O Governo ditatorial não é refreado pela lei, coloca-se acima dela e transforma em lei a própria vontade. Mesmo quando são mantidas ou introduzidas normas que resguardam nominalmente os direitos de liberdade, ou limitam de outra forma o poder do Governo, estas normas jurídicas são apenas um véu exterior, com escassa ou nenhuma eficácia real, que o Governo ditatorial pode ignorar com discrição mais ou menos absoluta, recorrendo a outras leis que contradizem as primeiras ou que criam exceções, utilizando poderosos organismos políticos subtraídos ao direito comum ou invocando diretamente pretensos princípios superiores que guiam a ação do Governo e que prevalecem sobre qualquer lei. Este absolutismo do poder ditatorial torna caracteristicamente imprevisível e irregular a conduta do ditador ou da elite ditatorial.
Nas Ditaduras mais moderadas, podem aparecer alguns limites concretos postos por grupos dirigentes subalternos que mantenham uma certa autonomia. Estes limites conferem algum grau de regularidade e de previsibilidade à conduta do Governo. Mesmo neste caso não existe nenhuma garantia legal ou institucional que permita dar validade permanente a esses limites. Em relação aos instrumentos de controle coercitivos que empregam e ao grau de sua penetração e arregimentação da sociedade, os regimes ditatoriais diferem notavelmente um do outro. A respeito deste tema vamos nos remeter para o exposto mais adiante, a propósito da análise das tipologias das Ditaduras.Passemos agora ao segundo ponto: o fundo social e político da Ditadura. O ambiente mais típico dos regimes ditatoriais é o de uma sociedade abalada por uma profunda transformação econômica e social, a qual ativa o interesse e a participação política de faixas cada vez maiores da população e faz emergir o princípio da soberania popular. Não foi por acaso que os contextos históricos, nos quais o Governo ditatorial teve maior difusão, foram o das cidades gregas dos séculos VII-VI a.C. e o da época contemporânea, a partir da Revolução Francesa. O primeiro período marca a passagem nas cidades gregas, da estrutura tradicional da sociedade com base agrícola e oligárquica, a uma estrutura nova com base mercantil, e artesanal, igualitária e democrática. O segundo período é o do processo conseqüente à industrialização, que destrói a velha sociedade agrícola e aristocrática, amplia as bases de mobilização social e política e faz ver imperiosamente no povo o fundamento principal da justificação do Governo (mesmo se o povo vier a transformar-se em proletariado, nação ou raça). Neste quadro e com referência ao mundo contemporâneo, a Ditadura pode surgir, em primeiro lugar, numa sociedade com um alto grau de modernização econômica e social e de intensa mobilização política. Esta é então o resultado de uma grave crise do regime democrático, deteriorado por perturbações externas ou internas e suportando movimentos anárquicos das divisões inconciliáveis entre os diversos partidos políticos. Conforme o ambiente social no qual ela se instaura, esta Ditadura é durável somente quando adota uma política de mobilização permanente da população.

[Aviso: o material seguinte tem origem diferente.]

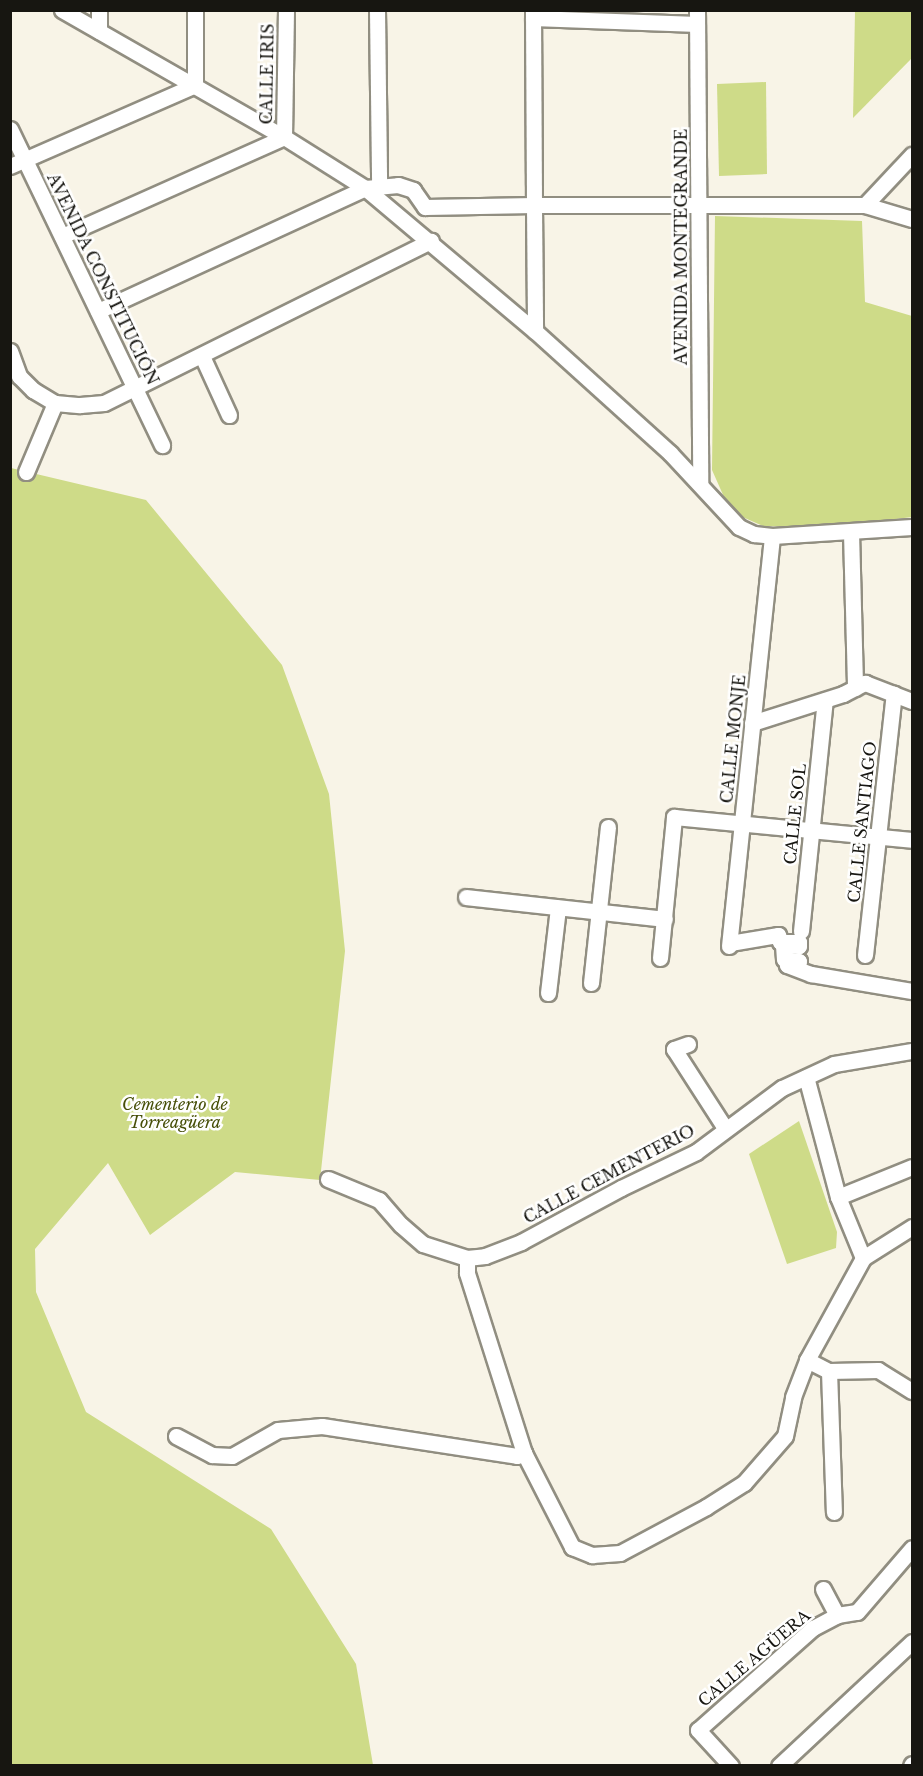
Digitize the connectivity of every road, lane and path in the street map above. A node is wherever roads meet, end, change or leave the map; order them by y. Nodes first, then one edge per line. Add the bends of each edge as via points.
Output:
1 (62, 10) edge
2 (99, 10) edge
3 (195, 10) edge
4 (286, 10) edge
5 (377, 10) edge
6 (533, 14) edge
7 (697, 17) edge
8 (99, 31) junction
9 (195, 85) junction
10 (10, 129) edge
11 (284, 137) junction
12 (912, 155) edge
13 (25, 159) junction
14 (10, 166) edge
15 (372, 187) junction
16 (534, 205) junction
17 (698, 205) junction
18 (865, 205) junction
19 (912, 219) edge
20 (62, 237) junction
21 (431, 241) junction
22 (98, 311) junction
23 (534, 331) junction
24 (10, 351) edge
25 (202, 356) junction
26 (135, 389) junction
27 (55, 403) junction
28 (229, 415) dead end
29 (162, 445) dead end
30 (26, 472) dead end
31 (700, 483) junction
32 (912, 527) edge
33 (850, 532) junction
34 (772, 536) junction
35 (855, 688) junction
36 (894, 694) junction
37 (825, 700) junction
38 (912, 701) edge
39 (752, 723) junction
40 (742, 824) junction
41 (608, 827) dead end
42 (811, 830) junction
43 (880, 837) junction
44 (912, 840) edge
45 (466, 897) dead end
46 (558, 908) junction
47 (598, 912) junction
48 (665, 920) junction
49 (801, 931) dead end
50 (865, 955) dead end
51 (660, 958) dead end
52 (591, 983) dead end
53 (912, 991) edge
54 (548, 993) dead end
55 (688, 1044) dead end
56 (912, 1051) edge
57 (806, 1077) junction
58 (725, 1128) junction
59 (912, 1167) edge
60 (328, 1179) dead end
61 (838, 1197) junction
62 (912, 1227) edge
63 (863, 1257) junction
64 (467, 1258) junction
65 (807, 1360) junction
66 (829, 1371) junction
67 (912, 1391) edge
68 (176, 1436) dead end
69 (524, 1454) junction
70 (834, 1512) dead end
71 (912, 1548) edge
72 (823, 1589) dead end
73 (837, 1615) junction
74 (912, 1642) edge
75 (731, 1766) edge
76 (779, 1766) edge

1 - 8 street
2 - 8 street
3 - 9 street
4 - 11 street, CALLE IRIS
5 - 15 street
6 - 7 street
6 - 16 street
7 - 17 street, AVENIDA MONTEGRANDE
8 - 9 street
9 - 11 street
9 - 13 street
10 - 13 street, AVENIDA CONSTITUCIÓN
11 - 15 street
11 - 20 street
12 - 18 street
13 - 14 street
13 - 20 street, AVENIDA CONSTITUCIÓN
15 - 16 street via 398,185 413,190 425,207
15 - 21 street
15 - 22 street
16 - 17 street
16 - 23 street
17 - 18 street
17 - 31 street, AVENIDA MONTEGRANDE
18 - 19 street
20 - 22 street, AVENIDA CONSTITUCIÓN
21 - 23 street
21 - 25 street
22 - 26 street, AVENIDA CONSTITUCIÓN
23 - 31 street
24 - 27 street via 19,376
25 - 26 street
25 - 28 street
26 - 27 street via 104,403
26 - 29 street, AVENIDA CONSTITUCIÓN
27 - 30 street
31 - 34 street via 734,524 754,534
32 - 33 street
33 - 34 street
33 - 35 street
34 - 39 street, CALLE MONJE
35 - 36 street via 865,683
35 - 37 street
36 - 38 street
36 - 43 street, CALLE SANTIAGO
37 - 39 street
37 - 42 street, CALLE SOL
39 - 40 street, CALLE MONJE
40 - 42 street
40 - 48 street via 674,817
40 - 53 street, CALLE MONJE via 729,945 778,935 780,942 800,942 799,946 783,945 784,959 798,961 798,965 787,965 811,974
41 - 47 street
42 - 43 street
42 - 49 street, CALLE SOL
43 - 44 street
43 - 50 street, CALLE SANTIAGO
45 - 46 street
46 - 47 street
46 - 54 street
47 - 48 street
47 - 52 street
48 - 51 street
55 - 58 street via 674,1049
56 - 57 street, CALLE CEMENTERIO via 834,1064
57 - 58 street, CALLE CEMENTERIO via 782,1088
57 - 61 street
58 - 64 street, CALLE CEMENTERIO via 696,1152 521,1242 485,1256
59 - 61 street
60 - 64 street, CALLE CEMENTERIO via 379,1200 423,1244
61 - 63 street
62 - 63 street
63 - 65 street
64 - 69 street via 467,1273
65 - 66 street
65 - 69 street via 793,1397 785,1436 744,1483 620,1553 592,1555 572,1547
66 - 67 street via 878,1370
66 - 70 street
68 - 69 street via 212,1455 232,1456 278,1430 322,1426
71 - 73 street, CALLE AGÜERA via 856,1612
72 - 73 street
73 - 75 street, CALLE AGÜERA via 813,1628 698,1730
74 - 76 street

Finalmente, a Ditadura pode surgir também numa sociedade não atingida pela modernização, mas na qual os valores e os imperativos do desenvolvimento econômico, social e político, que se irradiam dos centros-guias da história mundial, impelem uma pequena elite a impor do alto a industrialização e o desenvolvimento. Neste caso, a Ditadura procura introduzir uma intensa e durável mobilização, apesar de defrontar-se, seguidamente, com limites muito persistentes na estrutura da sociedade tradicional.